Exploratory Data analysis (EDA) is an important step in any data analysis. However, carrying out EDA with the ggplot2 package requires a lot of coding effort. Moreover, it assumes a basic knowledge of functions and grammar of graphics syntax that are appropriate for visualizing categorical and numerical variables. The RSimplerEDA package addresses this issue by providing functions that are tailored to produce categorical, numerical and correlation plots using a single line of code. Furthermore, the package provides customization capability for the plots based on specific user needs (theme, title, font, size and etc.). The users are able to spend more time on analyzing the data set and less time configuring ggplot plot settings.
The RSimplerEDA contains the following three functions:
corr_map
: Plot a correlation map with the given dataframe object and a character vector with numerical features. Users are allowed to set multiple arguments regarding the setting of the correlation plot including method to calculate the correlation, color schemes, and plot title.
numerical_eda:
This function takes in a data frame object, two numeric columns, and produces either a scatter or line plot to visualize the relationship between the two numerical features. Users can optionally change default arguments for plot-type, color, title, size of text, color-scheme, and toggle log transformation for the x and y axis.
categorical_eda:
This function takes in a data frame object and one categorical feature, to produce a histogram plot that visualizes the distribution of the feature. Users can also choose to plot the density graph of the feature by specifying in plot_type. The function also offers customization on color, plot title, font size, color-scheme, plot size, opacity level, and facet factor.

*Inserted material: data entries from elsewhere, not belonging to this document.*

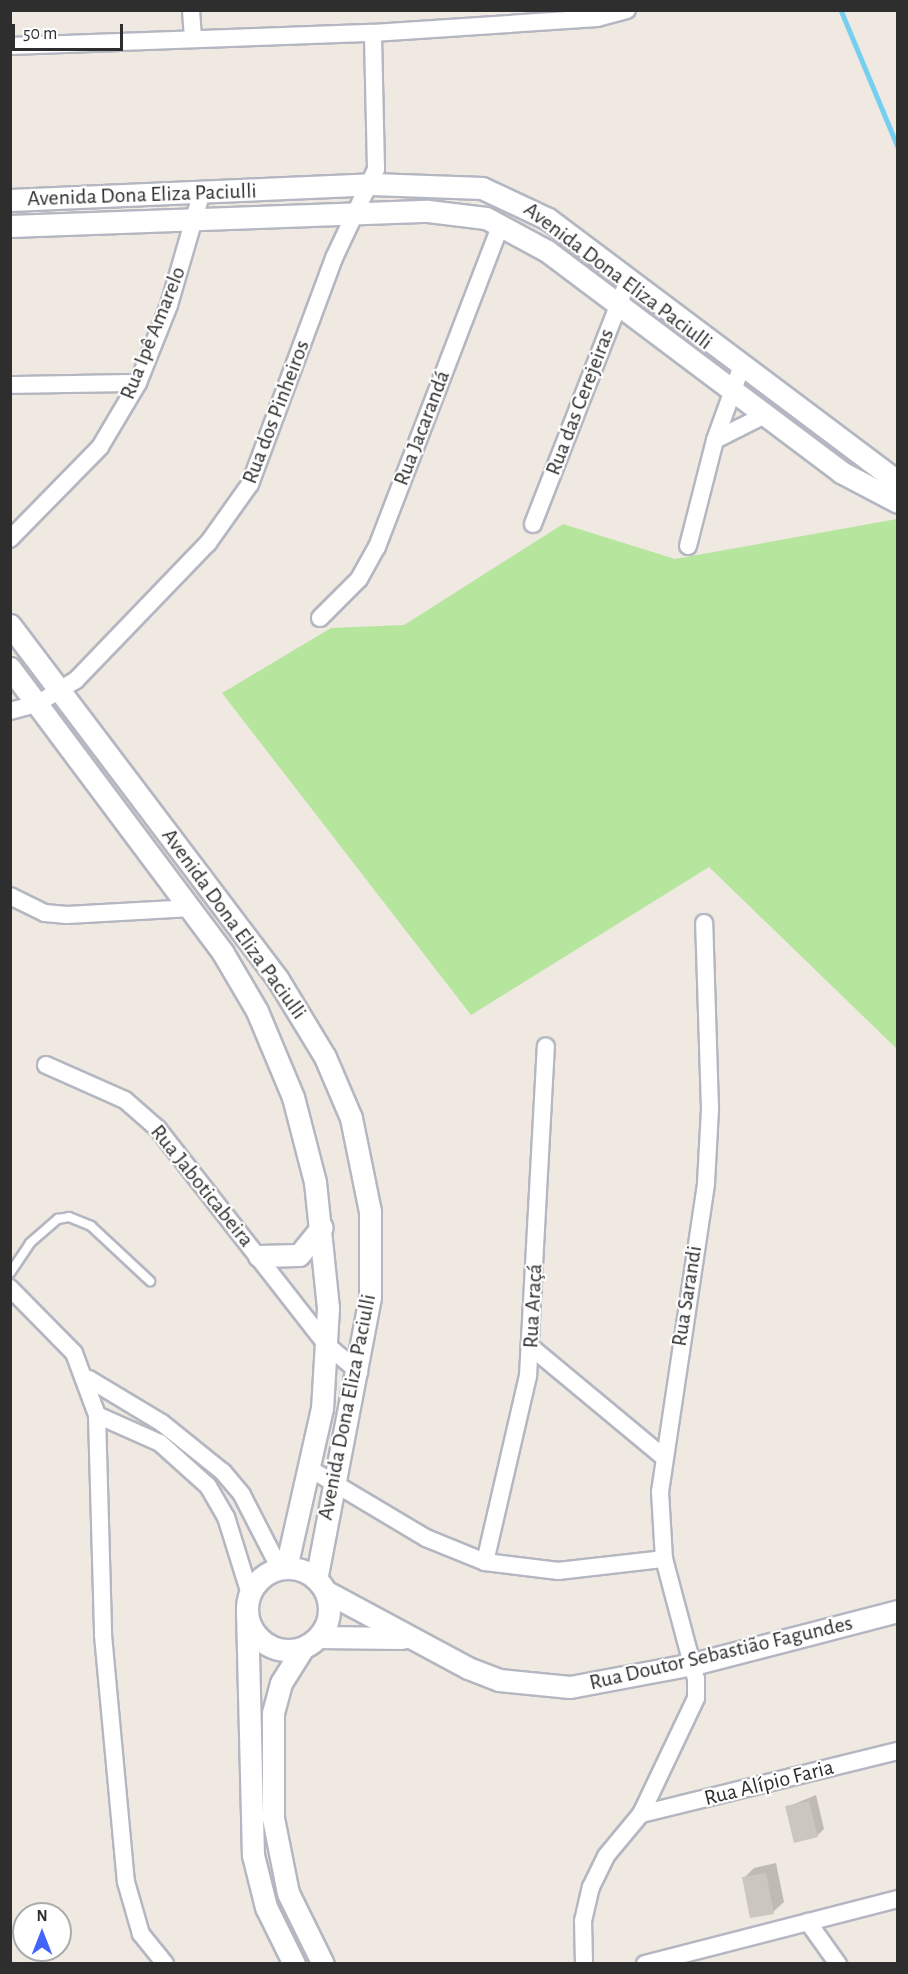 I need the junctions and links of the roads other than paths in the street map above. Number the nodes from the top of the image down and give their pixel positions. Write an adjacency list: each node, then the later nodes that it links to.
1 (191, 10): 4 (street)
2 (627, 10): 3 (street)
3 (373, 33): 4 (street); 6 (street, Rua dos Pinheiros)
4 (193, 38): 5 (street)
5 (10, 46)
6 (372, 184): 7 (street, Avenida Dona Eliza Paciulli); 9 (street, Rua dos Pinheiros); 13 (street, Avenida Dona Eliza Paciulli)
7 (201, 195): 8 (street, Avenida Dona Eliza Paciulli); 10 (street, Rua Ipê Amarelo)
8 (10, 200)
9 (355, 213): 10 (street, Avenida Dona Eliza Paciulli); 11 (street, Avenida Dona Eliza Paciulli); 29 (street, Rua dos Pinheiros)
10 (195, 222): 12 (street, Avenida Dona Eliza Paciulli); 16 (street, Rua Ipê Amarelo)
11 (501, 224): 14 (street, Avenida Dona Eliza Paciulli); 26 (street, Rua Jacarandá)
12 (10, 226)
13 (628, 280): 14 (street, Rua das Cerejeiras); 15 (street, Avenida Dona Eliza Paciulli)
14 (618, 302): 18 (street, Avenida Dona Eliza Paciulli); 23 (street, Rua das Cerejeiras)
15 (741, 368): 18 (street); 21 (street, Avenida Dona Eliza Paciulli)
16 (138, 383): 17 (street); 24 (street, Rua Ipê Amarelo)
17 (10, 385)
18 (731, 390): 19 (street, Avenida Dona Eliza Paciulli); 20 (street)
19 (765, 415): 20 (street); 22 (street, Avenida Dona Eliza Paciulli)
20 (715, 440): 25 (street)
21 (897, 482)
22 (897, 502)
23 (533, 524)
24 (10, 539)
25 (688, 546)
26 (320, 618)
27 (10, 625): 29 (street, Avenida Dona Eliza Paciulli)
28 (10, 668): 30 (street, Avenida Dona Eliza Paciulli)
29 (60, 692): 30 (street, Rua dos Pinheiros); 44 (street, Avenida Dona Eliza Paciulli)
30 (37, 704): 31 (street, Rua dos Pinheiros); 33 (street, Avenida Dona Eliza Paciulli)
31 (10, 711)
32 (10, 896): 33 (street)
33 (192, 908): 37 (street, Avenida Dona Eliza Paciulli)
34 (704, 923): 47 (street, Rua Sarandi)
35 (546, 1046): 43 (street, Rua Araçá)
36 (46, 1065): 38 (street, Rua Jaboticabeira)
37 (322, 1227): 38 (street); 42 (street, Avenida Dona Eliza Paciulli)
38 (259, 1256): 42 (street, Rua Jaboticabeira)
39 (10, 1273): 40 (lane)
40 (150, 1281)
41 (10, 1288): 45 (street)
42 (327, 1346): 44 (street, Rua Jaboticabeira); 48 (street, Avenida Dona Eliza Paciulli)
43 (531, 1347): 47 (street); 51 (street, Rua Araçá)
44 (359, 1372): 49 (street, Avenida Dona Eliza Paciulli)
45 (88, 1379): 46 (street); 52 (street)
46 (97, 1415): 54 (street); 64 (street)
47 (661, 1455): 50 (street, Rua Sarandi)
48 (312, 1470): 49 (street); 52 (street, Avenida Dona Eliza Paciulli)
49 (335, 1483): 51 (street); 53 (street, Avenida Dona Eliza Paciulli)
50 (664, 1559): 51 (street); 58 (street, Rua Sarandi)
51 (484, 1562)
52 (283, 1569): 53 (street); 54 (street)
53 (321, 1585): 56 (street, Rua Doutor Sebastião Fagundes); 57 (street)
54 (248, 1602): 57 (street); 65 (street)
55 (897, 1611): 58 (street, Rua Doutor Sebastião Fagundes)
56 (410, 1638): 57 (street, Rua Doutor Sebastião Fagundes); 58 (street, Rua Doutor Sebastião Fagundes)
57 (311, 1643): 66 (street)
58 (693, 1665): 60 (street, Rua Sarandi)
59 (897, 1750): 60 (street, Rua Alípio Faria)
60 (641, 1814): 67 (street, Rua Sarandi)
61 (897, 1899): 62 (street)
62 (808, 1922): 63 (street); 68 (street)
63 (649, 1963)
64 (165, 1964)
65 (294, 1964)
66 (323, 1964)
67 (584, 1964)
68 (838, 1964)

This document will walk through an example problem to increase the understanding of the role of these functions to generate 3 types of exploratory data analysis plots.
You can download, build and install this package from GitHub with:
devtools::install_github("UBC-MDS/RSimplerEDA")
You can load the package with:
This example uses an open source dataset known as penguins
from palmerpenguins package to demonstrate the application of our RSimplerEDA package. There is eight features in the penguins dataset: species
, island
, bill_length_mm
, bill_depth_mm
, flipper_length_mm
, body_mass_g
, sex
and year
. Penguins automatically loads as a tibble
after being imported, but if your data is not a dataframe (e.g. matrix, csv, etc.), you will need to convert it to a data.frame or tibble before using the RSimplerEDA package.
library(palmerpenguins)
dim(penguins)
#> [1] 344 8
is.data.frame(penguins)
#> [1] TRUE
penguins
#> # A tibble: 344 x 8
#> species island bill_length_mm bill_depth_mm flipper_length_… body_mass_g
#> <fct> <fct> <dbl> <dbl> <int> <int>
#> 1 Adelie Torge… 39.1 18.7 181 3750
#> 2 Adelie Torge… 39.5 17.4 186 3800
#> 3 Adelie Torge… 40.3 18 195 3250
#> 4 Adelie Torge… NA NA NA NA
#> 5 Adelie Torge… 36.7 19.3 193 3450
#> 6 Adelie Torge… 39.3 20.6 190 3650
#> 7 Adelie Torge… 38.9 17.8 181 3625
#> 8 Adelie Torge… 39.2 19.6 195 4675
#> 9 Adelie Torge… 34.1 18.1 193 3475
#> 10 Adelie Torge… 42 20.2 190 4250
#> # … with 334 more rows, and 2 more variables: sex <fct>, year <int>
There are 344 observations in the Penguins
dataset with the features.
Questions that might arise when you want to explore the data:
Is there correlation among numerical variables in the dataset? (e.g between the species
and body_mass_g
or among all numerical variables)
Is there linear relationship between two numerical variables? (e.g. bill_length_mm
and body_mass_g
)
What is the distribution of body_mass_g
in different island
?
This package looks at answering the questions by providing common plots to explore and visualize the different features and their relationships.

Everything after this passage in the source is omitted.